Pour beaucoup d’entre eux, le recours au « woulib » n’est pas un choix, mais une nécessité. Face aux difficultés économiques auxquelles sont confrontées de nombreuses familles haïtiennes, payer les frais de transport chaque jour représente une charge importante. Ainsi, des expressions comme « Sou woulib m konte a » ou encore « Si m pa jwenn woulib jodi a, m pap ka ale nan inivèsite a » sont devenues courantes dans les conversations estudiantines.
Selon plusieurs étudiants, cette pratique est étroitement liée à l’absence d’un système de transport universitaire fonctionnel et accessible à l’ensemble de la communauté estudiantine.
Autrefois, des autobus étaient mis à la disposition des étudiants pour faciliter leurs déplacements entre différentes communes et le campus. Aujourd’hui, cette réalité a considérablement changé. Bien que l’université dispose encore de certains véhicules, ceux-ci sont principalement utilisés pour d’autres besoins institutionnels, tandis que plusieurs autobus restent immobilisés en raison de problèmes techniques.
Cette situation oblige de nombreux étudiants à chercher quotidiennement d’autres moyens pour rejoindre leurs salles de cours.
Pour plusieurs étudiants, abandonner les cours en raison du coût du transport n’est pas envisageable. Malgré les contraintes financières, ils continuent à chercher des solutions afin de poursuivre leur formation universitaire.
Dans un contexte où le coût de la vie ne cesse d’augmenter, certains étudiants expliquent que l’argent dont ils disposent doit également couvrir leurs dépenses alimentaires, leurs matériels académiques et d’autres besoins essentiels. Le « woulib » apparaît alors comme une stratégie leur permettant de réduire certaines dépenses et de maintenir leur présence à l’université.

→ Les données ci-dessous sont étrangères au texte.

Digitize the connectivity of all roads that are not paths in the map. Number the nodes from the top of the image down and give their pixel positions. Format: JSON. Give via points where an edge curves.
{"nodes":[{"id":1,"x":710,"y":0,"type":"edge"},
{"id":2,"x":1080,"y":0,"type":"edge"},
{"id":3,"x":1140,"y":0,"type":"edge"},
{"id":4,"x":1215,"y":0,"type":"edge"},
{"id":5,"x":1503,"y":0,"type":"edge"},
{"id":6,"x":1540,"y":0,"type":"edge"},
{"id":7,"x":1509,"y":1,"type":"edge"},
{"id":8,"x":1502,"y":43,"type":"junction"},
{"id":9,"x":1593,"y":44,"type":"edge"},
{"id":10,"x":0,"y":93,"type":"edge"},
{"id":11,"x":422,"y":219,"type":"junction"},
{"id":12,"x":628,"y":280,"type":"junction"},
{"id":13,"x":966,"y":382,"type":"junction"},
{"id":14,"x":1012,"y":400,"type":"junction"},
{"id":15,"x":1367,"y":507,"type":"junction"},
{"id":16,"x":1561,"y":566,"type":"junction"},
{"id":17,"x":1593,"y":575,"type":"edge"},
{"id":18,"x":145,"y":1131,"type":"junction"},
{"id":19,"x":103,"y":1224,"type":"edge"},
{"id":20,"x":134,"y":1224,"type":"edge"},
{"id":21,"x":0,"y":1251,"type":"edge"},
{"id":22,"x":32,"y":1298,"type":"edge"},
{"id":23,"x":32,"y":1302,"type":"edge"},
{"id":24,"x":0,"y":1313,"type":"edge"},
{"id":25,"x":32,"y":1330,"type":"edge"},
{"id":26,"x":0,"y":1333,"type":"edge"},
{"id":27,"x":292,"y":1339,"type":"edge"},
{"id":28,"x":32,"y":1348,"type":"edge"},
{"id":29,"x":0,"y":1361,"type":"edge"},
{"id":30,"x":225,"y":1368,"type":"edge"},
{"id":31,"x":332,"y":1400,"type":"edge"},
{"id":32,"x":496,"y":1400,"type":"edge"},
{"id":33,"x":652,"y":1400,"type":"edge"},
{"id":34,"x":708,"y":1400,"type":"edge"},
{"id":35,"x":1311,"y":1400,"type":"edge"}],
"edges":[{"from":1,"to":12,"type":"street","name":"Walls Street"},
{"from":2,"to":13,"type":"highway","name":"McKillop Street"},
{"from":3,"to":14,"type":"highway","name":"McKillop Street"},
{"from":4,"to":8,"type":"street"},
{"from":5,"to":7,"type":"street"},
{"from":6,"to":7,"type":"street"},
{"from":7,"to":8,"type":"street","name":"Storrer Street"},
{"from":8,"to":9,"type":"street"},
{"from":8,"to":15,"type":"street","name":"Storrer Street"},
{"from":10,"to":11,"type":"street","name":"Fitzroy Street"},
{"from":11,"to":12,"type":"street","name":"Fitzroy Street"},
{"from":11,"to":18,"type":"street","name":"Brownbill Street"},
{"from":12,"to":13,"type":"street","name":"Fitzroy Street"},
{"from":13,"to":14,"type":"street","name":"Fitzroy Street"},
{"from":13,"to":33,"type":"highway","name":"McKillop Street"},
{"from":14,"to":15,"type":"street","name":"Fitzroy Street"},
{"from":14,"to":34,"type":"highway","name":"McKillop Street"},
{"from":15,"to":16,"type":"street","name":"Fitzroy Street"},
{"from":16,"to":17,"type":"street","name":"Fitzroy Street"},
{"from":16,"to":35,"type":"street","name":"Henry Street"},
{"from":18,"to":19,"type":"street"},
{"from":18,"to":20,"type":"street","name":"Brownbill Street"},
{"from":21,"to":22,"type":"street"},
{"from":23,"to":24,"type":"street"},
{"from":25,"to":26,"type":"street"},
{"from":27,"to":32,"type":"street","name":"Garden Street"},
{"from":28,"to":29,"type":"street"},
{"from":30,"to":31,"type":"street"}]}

Des parents reconnaissent également que les coûts de transport représentent une difficulté supplémentaire. Pour plusieurs familles, financer quotidiennement les déplacements de leurs enfants vers le campus demeure un défi important.
Au fil des années, la pratique du « woulib » est devenue une composante importante de la vie estudiantine à Limonade. Cette pratique dépasse même le cadre des déplacements vers l’université. Plusieurs étudiants affirment y recourir pour se rendre dans d’autres localités ou accomplir certaines activités personnelles.
Pour beaucoup, cette réalité témoigne surtout des difficultés auxquelles sont confrontés les étudiants haïtiens dans leur parcours académique. Elle met également en lumière la nécessité de renforcer les services de transport destinés à la communauté universitaire afin de faciliter l’accès à l’enseignement supérieur.
Alors que les étudiants continuent de compter sur la solidarité des conducteurs rencontrés sur leur chemin, nombreux sont ceux qui espèrent voir un jour le retour d’un système de transport universitaire plus efficace et mieux adapté à leurs besoins.